* **How to complete this task**
Repeat the lines beginning at the one with "pinky dip: (870, 805)" and running to the end of the material, keeping the first and last of them, exactly as they appear.

* **Recorded data**
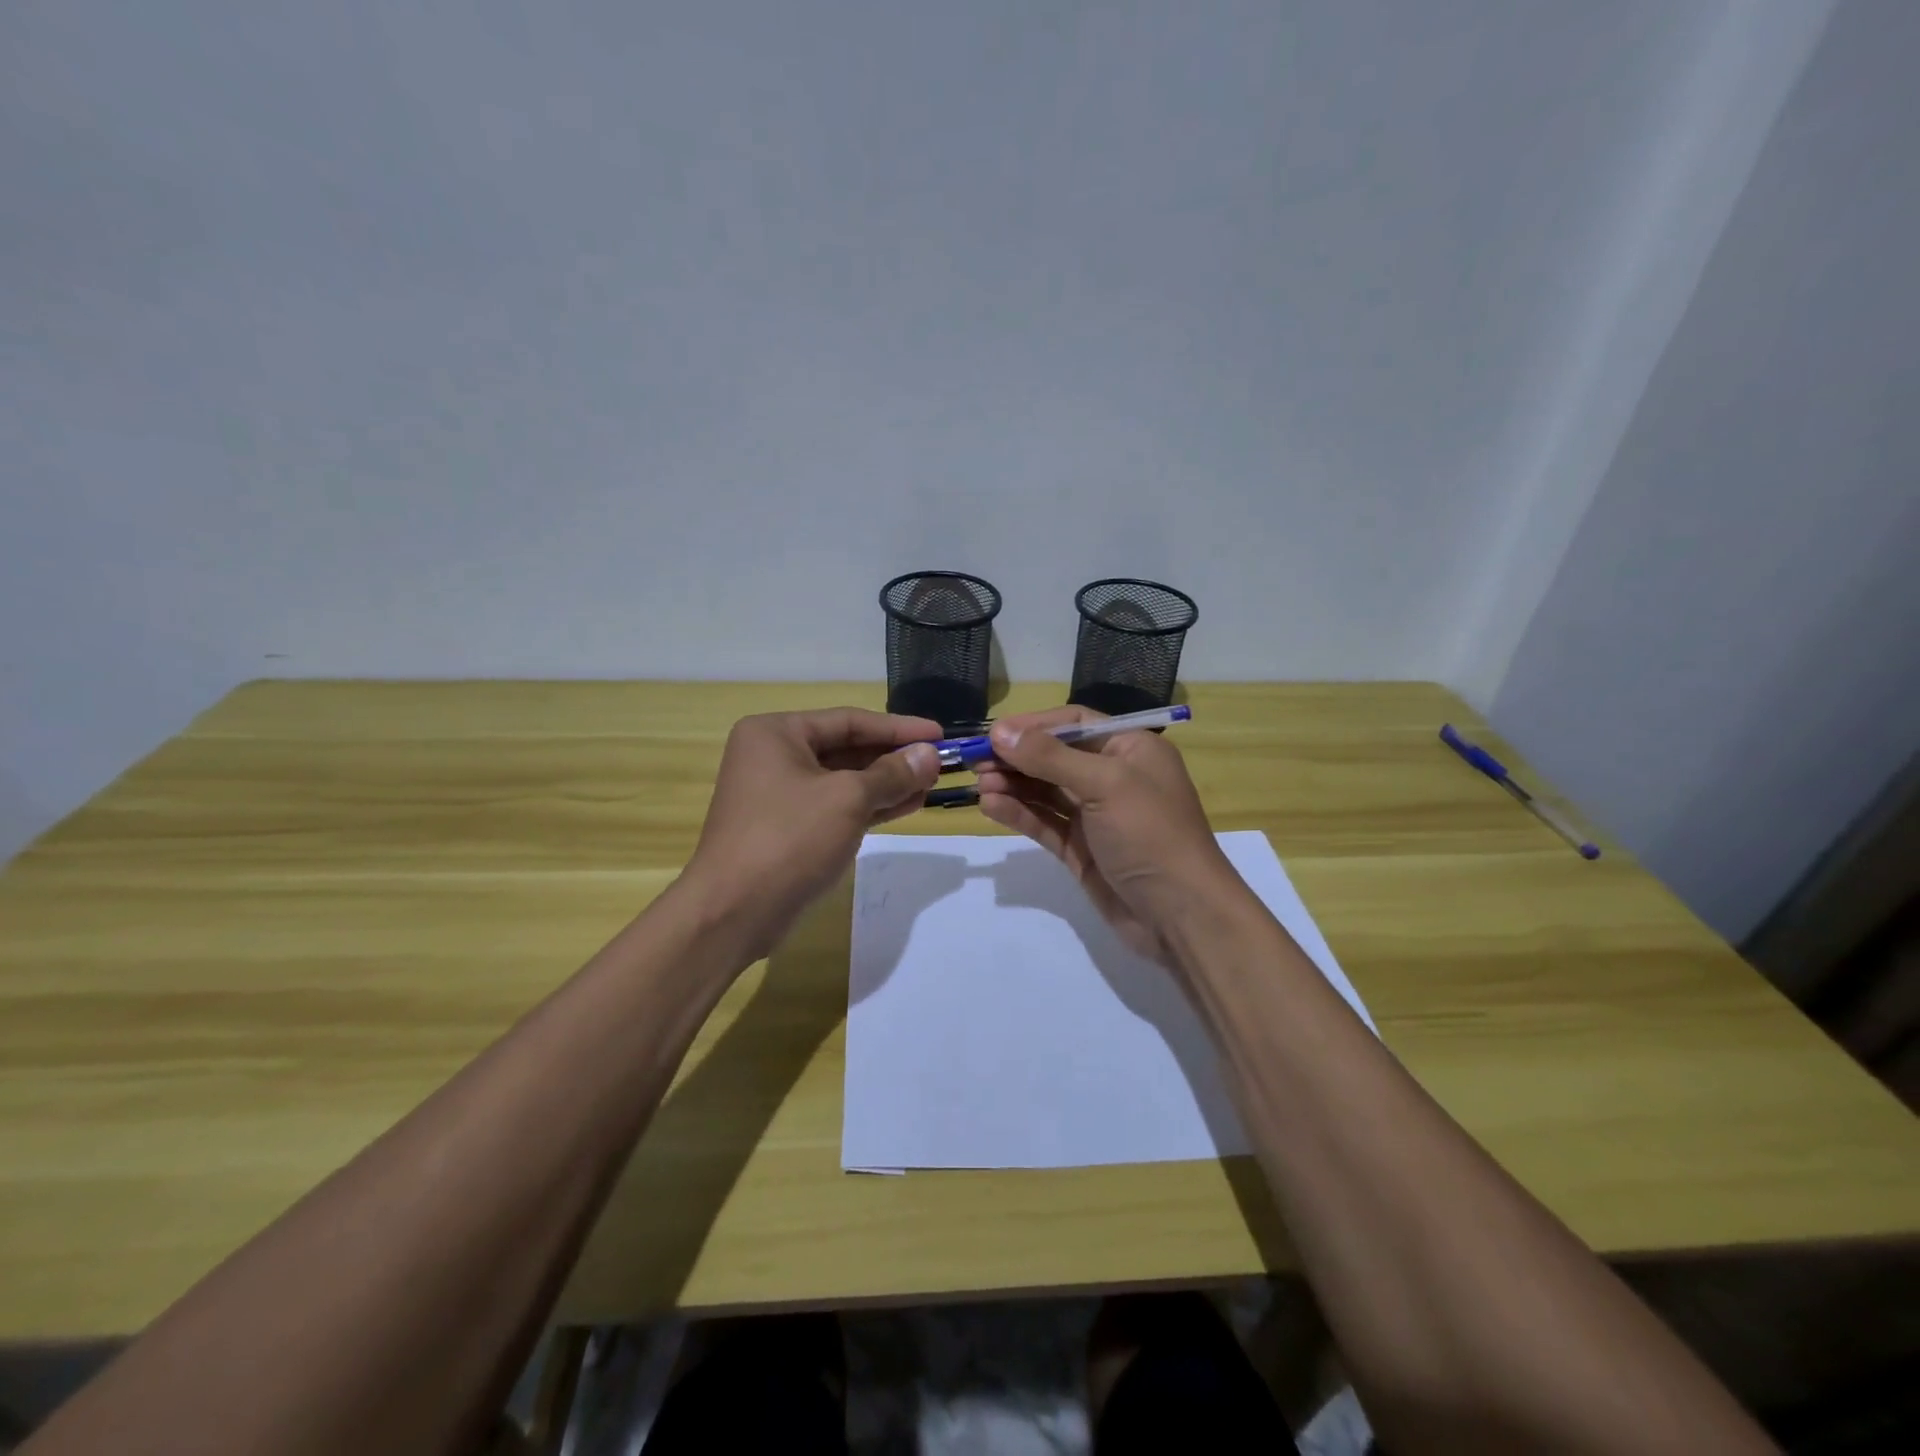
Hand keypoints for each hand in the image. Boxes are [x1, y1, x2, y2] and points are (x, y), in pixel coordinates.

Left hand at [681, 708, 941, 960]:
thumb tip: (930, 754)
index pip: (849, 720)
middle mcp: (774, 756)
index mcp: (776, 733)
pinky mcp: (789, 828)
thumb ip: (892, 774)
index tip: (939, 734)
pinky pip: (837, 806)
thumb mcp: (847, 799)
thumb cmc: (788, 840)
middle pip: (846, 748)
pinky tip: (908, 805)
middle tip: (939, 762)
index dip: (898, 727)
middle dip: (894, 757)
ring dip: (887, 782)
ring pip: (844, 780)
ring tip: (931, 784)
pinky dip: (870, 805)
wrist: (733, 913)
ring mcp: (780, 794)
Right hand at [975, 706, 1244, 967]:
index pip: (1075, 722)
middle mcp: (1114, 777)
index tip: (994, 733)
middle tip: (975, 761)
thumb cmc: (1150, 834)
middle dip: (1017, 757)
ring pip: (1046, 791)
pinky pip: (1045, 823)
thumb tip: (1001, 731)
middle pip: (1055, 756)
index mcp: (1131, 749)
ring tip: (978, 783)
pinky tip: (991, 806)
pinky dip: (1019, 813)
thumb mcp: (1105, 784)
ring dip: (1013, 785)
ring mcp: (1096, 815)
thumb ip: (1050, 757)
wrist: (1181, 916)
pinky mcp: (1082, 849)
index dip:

* **Exercise response**
pinky dip: (870, 805)
wrist: (733, 913)
ring mcp: (780, 794)
Right hand at [975, 706, 1244, 967]:
index pip: (1075, 722)
middle mcp: (1114, 777)
index tip: (994, 733)
middle tip: (975, 761)
thumb cmc: (1150, 834)
middle dip: (1017, 757)
ring pip: (1046, 791)
pinky pip: (1045, 823)
thumb tip: (1001, 731)
middle pip: (1055, 756)
index mcp: (1131, 749)
ring tip: (978, 783)
pinky tip: (991, 806)
pinky dip: (1019, 813)
thumb mcp: (1105, 784)
ring dip: (1013, 785)
ring mcp: (1096, 815)
thumb ip: (1050, 757)
wrist: (1181, 916)
pinky mcp: (1082, 849)
index dip:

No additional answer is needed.